MATERIAL SUPPLIED:
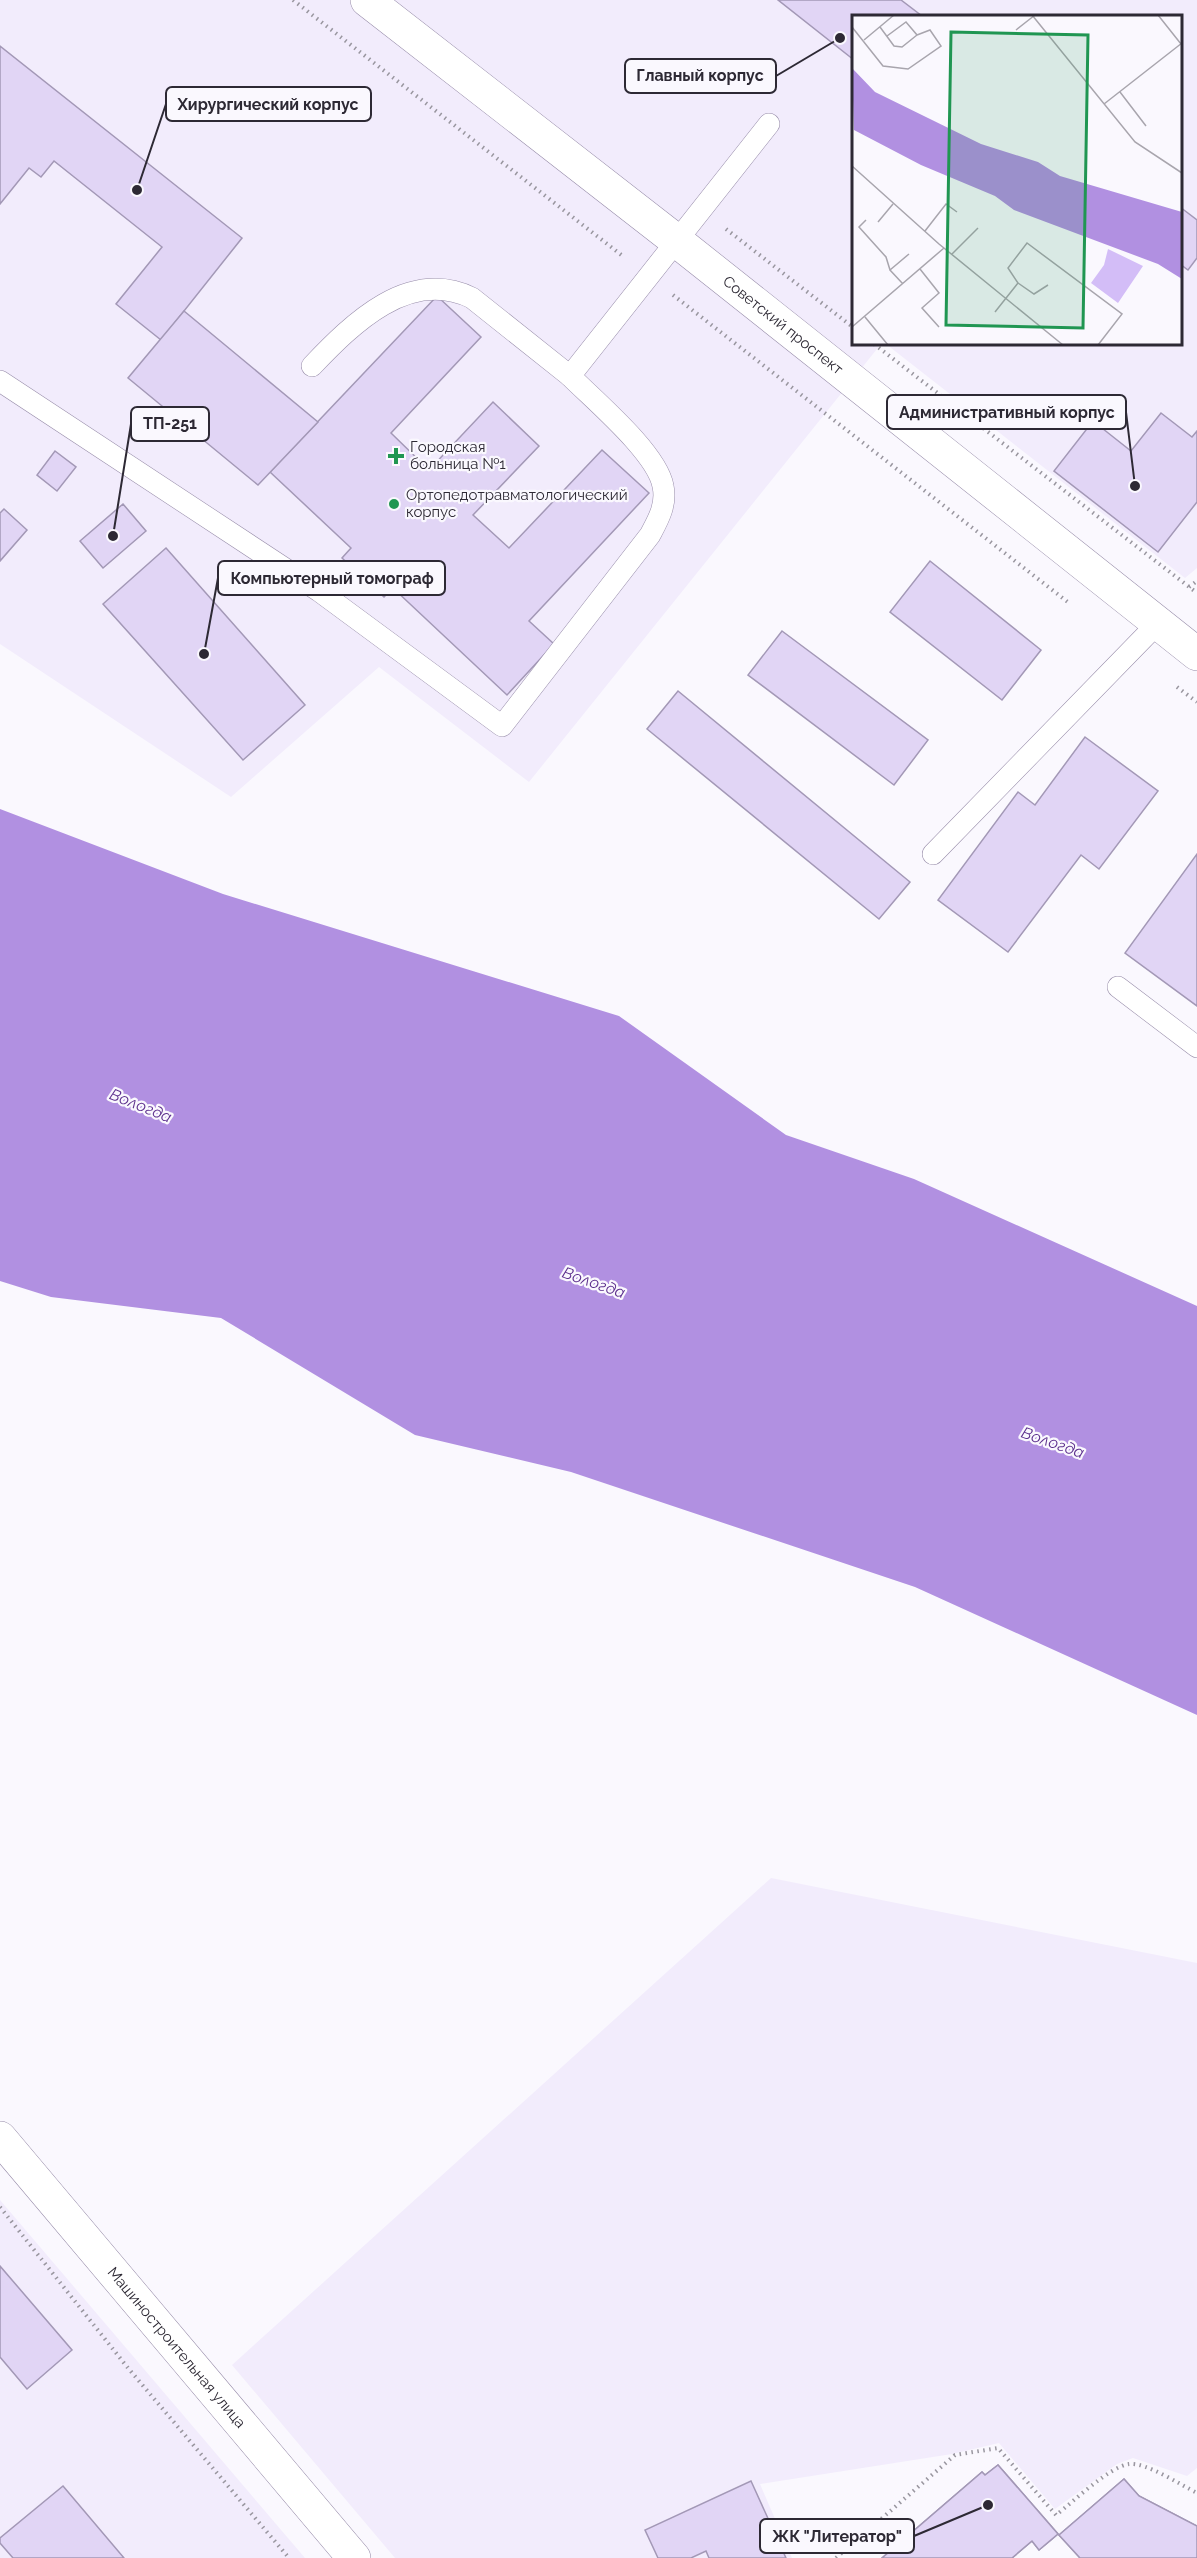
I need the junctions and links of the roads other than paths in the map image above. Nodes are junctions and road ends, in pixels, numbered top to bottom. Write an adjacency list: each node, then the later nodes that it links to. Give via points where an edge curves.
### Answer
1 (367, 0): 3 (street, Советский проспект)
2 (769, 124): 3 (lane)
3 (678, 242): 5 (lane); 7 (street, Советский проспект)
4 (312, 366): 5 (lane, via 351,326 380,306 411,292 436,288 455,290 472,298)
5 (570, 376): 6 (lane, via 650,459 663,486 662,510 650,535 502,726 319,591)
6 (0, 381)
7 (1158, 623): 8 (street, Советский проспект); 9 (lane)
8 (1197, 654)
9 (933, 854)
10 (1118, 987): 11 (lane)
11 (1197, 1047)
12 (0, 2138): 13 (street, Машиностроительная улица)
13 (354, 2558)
--
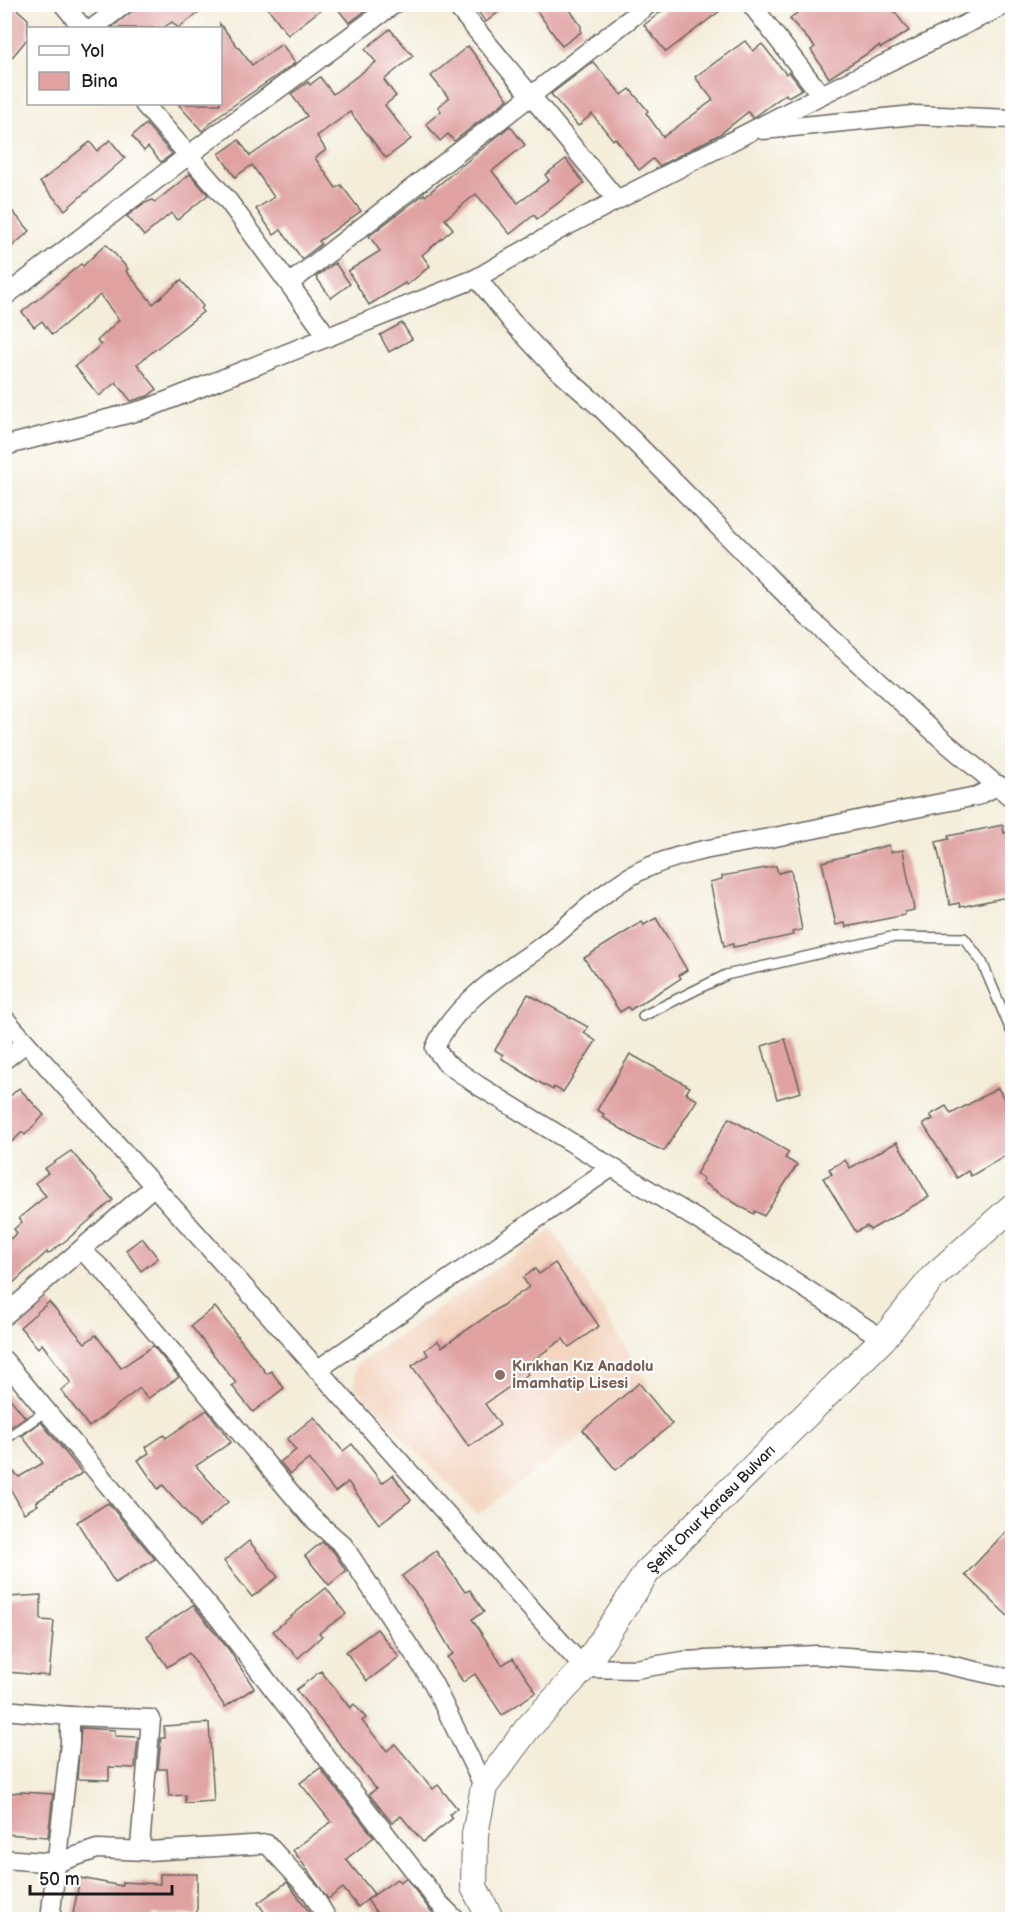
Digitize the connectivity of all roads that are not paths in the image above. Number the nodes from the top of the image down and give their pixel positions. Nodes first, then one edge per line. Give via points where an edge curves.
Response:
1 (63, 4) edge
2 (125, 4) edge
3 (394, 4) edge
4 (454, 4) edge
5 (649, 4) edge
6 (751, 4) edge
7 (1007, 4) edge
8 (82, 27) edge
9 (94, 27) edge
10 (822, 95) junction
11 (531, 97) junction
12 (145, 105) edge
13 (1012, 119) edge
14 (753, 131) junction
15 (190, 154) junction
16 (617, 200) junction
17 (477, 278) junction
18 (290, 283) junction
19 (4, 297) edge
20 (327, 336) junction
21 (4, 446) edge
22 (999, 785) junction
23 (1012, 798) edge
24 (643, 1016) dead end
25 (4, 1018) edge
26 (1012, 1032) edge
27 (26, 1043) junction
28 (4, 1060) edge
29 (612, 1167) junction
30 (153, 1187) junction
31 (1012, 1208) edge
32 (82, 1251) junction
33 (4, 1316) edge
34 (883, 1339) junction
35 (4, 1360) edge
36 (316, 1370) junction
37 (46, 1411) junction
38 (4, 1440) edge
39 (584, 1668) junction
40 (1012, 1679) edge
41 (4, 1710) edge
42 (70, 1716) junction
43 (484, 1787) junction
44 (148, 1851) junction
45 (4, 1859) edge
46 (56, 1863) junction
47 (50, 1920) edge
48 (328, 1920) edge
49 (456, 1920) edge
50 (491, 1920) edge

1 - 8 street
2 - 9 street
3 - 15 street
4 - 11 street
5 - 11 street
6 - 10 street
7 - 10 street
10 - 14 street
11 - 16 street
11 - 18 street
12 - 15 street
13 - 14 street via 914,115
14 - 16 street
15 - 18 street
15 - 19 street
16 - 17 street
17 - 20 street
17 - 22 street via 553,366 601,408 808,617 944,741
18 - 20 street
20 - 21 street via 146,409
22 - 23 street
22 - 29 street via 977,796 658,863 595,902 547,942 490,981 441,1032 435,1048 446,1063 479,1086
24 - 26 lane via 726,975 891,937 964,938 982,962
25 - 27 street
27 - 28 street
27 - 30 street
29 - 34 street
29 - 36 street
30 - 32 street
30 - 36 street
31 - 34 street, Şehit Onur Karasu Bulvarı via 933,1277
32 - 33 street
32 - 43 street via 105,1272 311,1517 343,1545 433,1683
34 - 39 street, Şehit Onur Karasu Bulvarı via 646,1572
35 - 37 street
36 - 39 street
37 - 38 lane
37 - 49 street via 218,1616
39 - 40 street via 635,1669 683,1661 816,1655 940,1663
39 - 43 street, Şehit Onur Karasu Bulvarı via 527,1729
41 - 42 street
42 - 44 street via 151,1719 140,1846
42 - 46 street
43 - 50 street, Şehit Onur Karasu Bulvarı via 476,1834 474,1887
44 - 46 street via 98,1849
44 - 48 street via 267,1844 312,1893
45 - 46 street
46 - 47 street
* * *
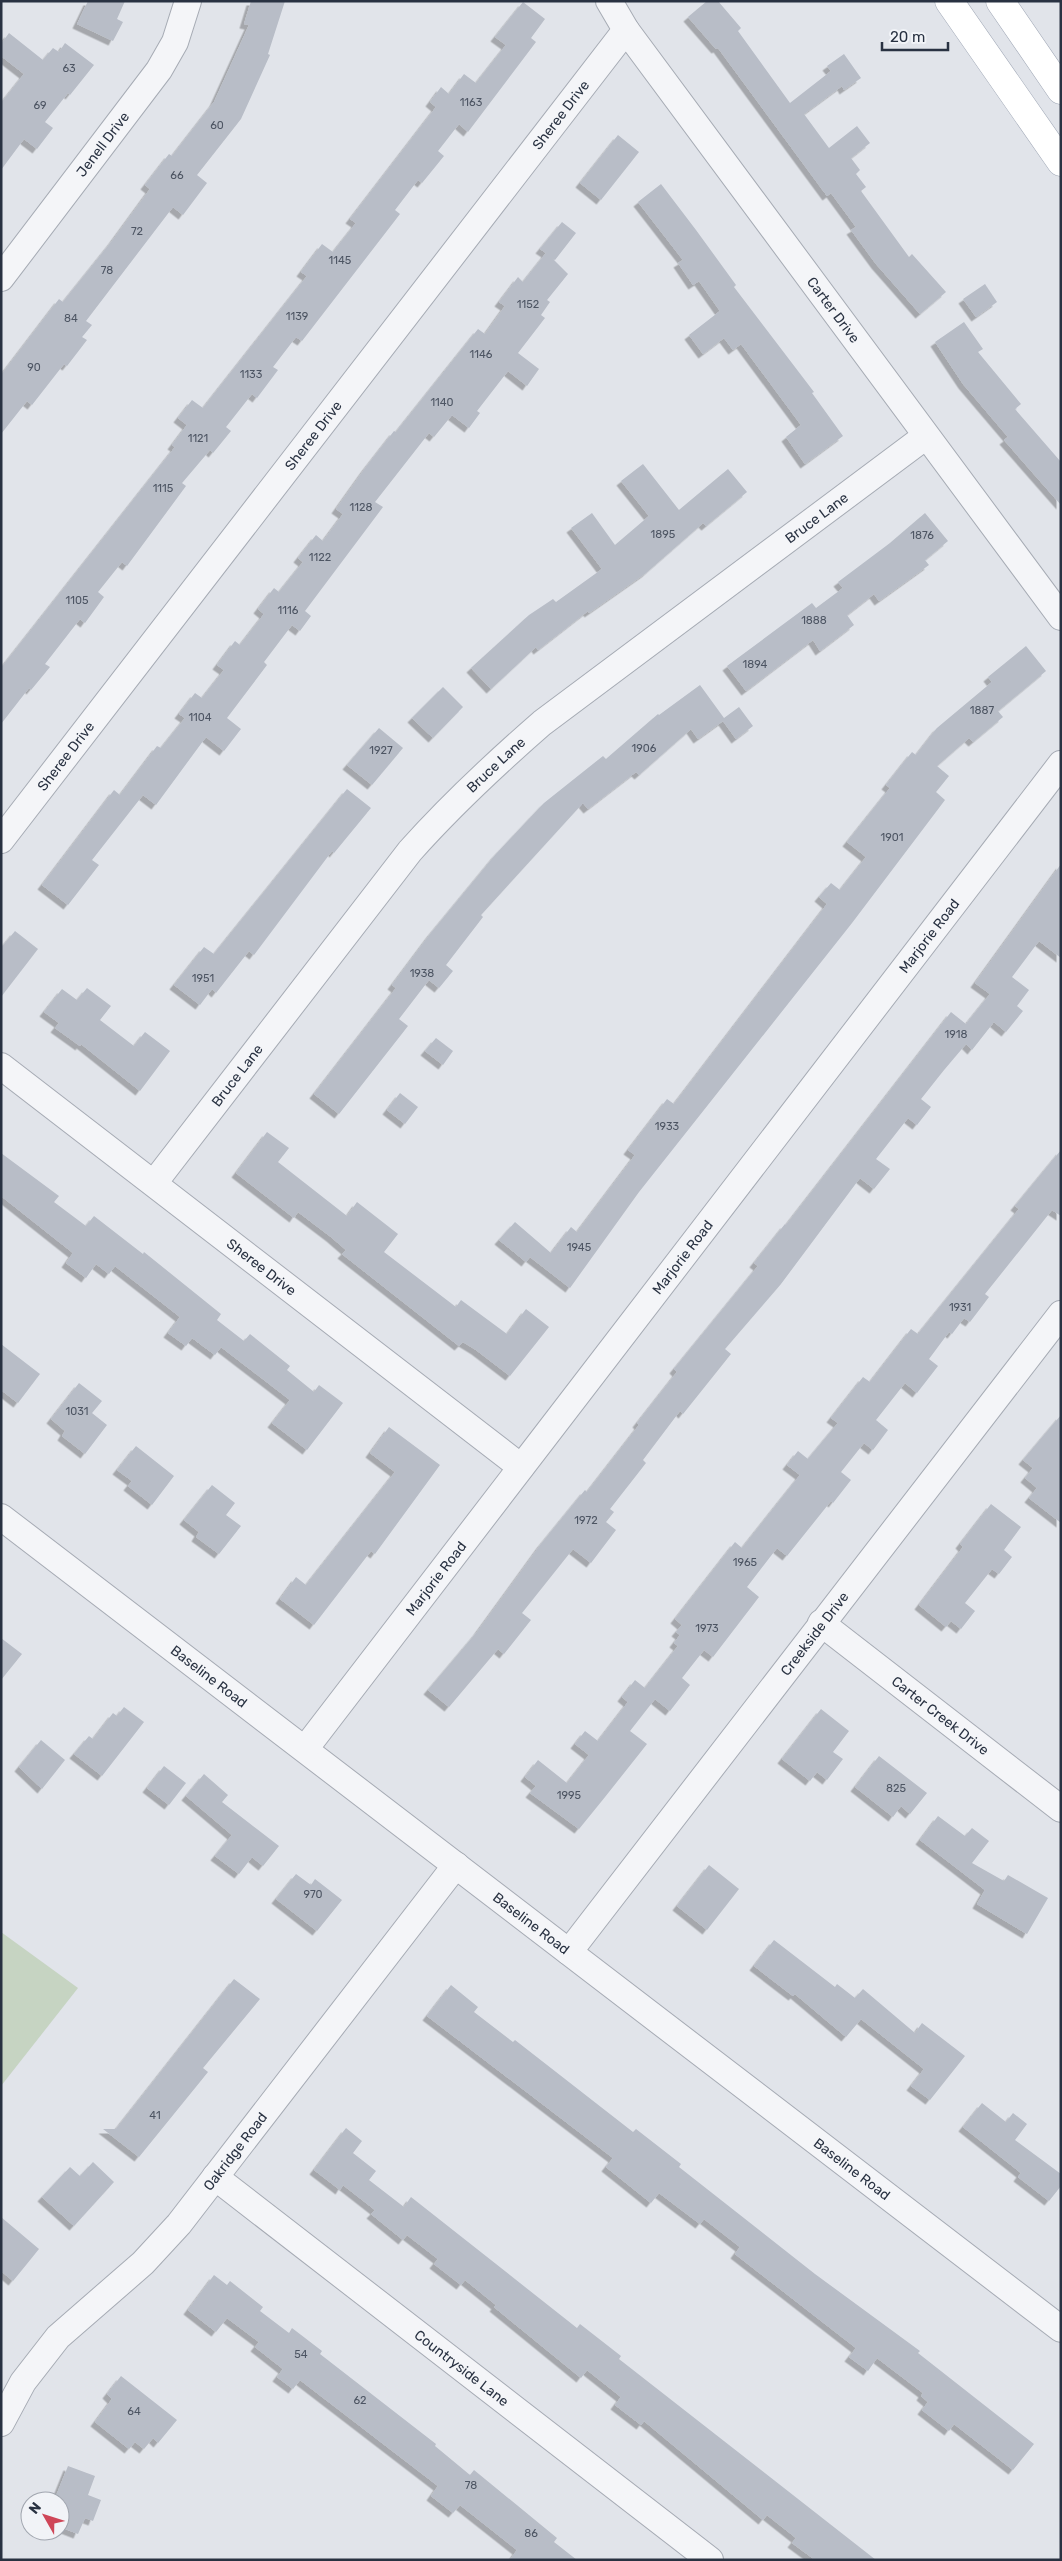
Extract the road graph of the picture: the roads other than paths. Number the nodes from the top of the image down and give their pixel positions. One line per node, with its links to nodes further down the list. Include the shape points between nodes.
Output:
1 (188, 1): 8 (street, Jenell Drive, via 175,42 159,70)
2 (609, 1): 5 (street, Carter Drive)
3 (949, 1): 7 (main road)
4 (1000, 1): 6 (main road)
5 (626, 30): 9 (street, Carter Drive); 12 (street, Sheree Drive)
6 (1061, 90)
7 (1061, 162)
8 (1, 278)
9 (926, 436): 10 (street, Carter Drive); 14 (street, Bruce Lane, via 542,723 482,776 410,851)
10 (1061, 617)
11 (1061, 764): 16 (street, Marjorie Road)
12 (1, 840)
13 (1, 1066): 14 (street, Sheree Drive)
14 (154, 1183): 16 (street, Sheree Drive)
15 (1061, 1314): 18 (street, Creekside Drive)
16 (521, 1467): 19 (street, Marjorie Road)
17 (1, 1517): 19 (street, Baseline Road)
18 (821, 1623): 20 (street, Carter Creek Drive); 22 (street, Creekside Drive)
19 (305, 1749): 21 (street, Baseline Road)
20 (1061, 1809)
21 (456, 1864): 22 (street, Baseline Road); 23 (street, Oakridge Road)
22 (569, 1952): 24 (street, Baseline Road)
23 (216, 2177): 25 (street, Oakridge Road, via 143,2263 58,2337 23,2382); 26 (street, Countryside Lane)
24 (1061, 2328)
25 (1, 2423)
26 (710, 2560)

WORK REQUIRED: Where the string "from" shows up in the listing above, copy the line that holds it.

WRITTEN RESPONSE:
Digitize the connectivity of all roads that are not paths in the image above. Number the nodes from the top of the image down and give their pixel positions. Nodes first, then one edge per line. Give via points where an edge curves.
Extract the road graph of the picture: the roads other than paths. Number the nodes from the top of the image down and give their pixel positions. One line per node, with its links to nodes further down the list. Include the shape points between nodes.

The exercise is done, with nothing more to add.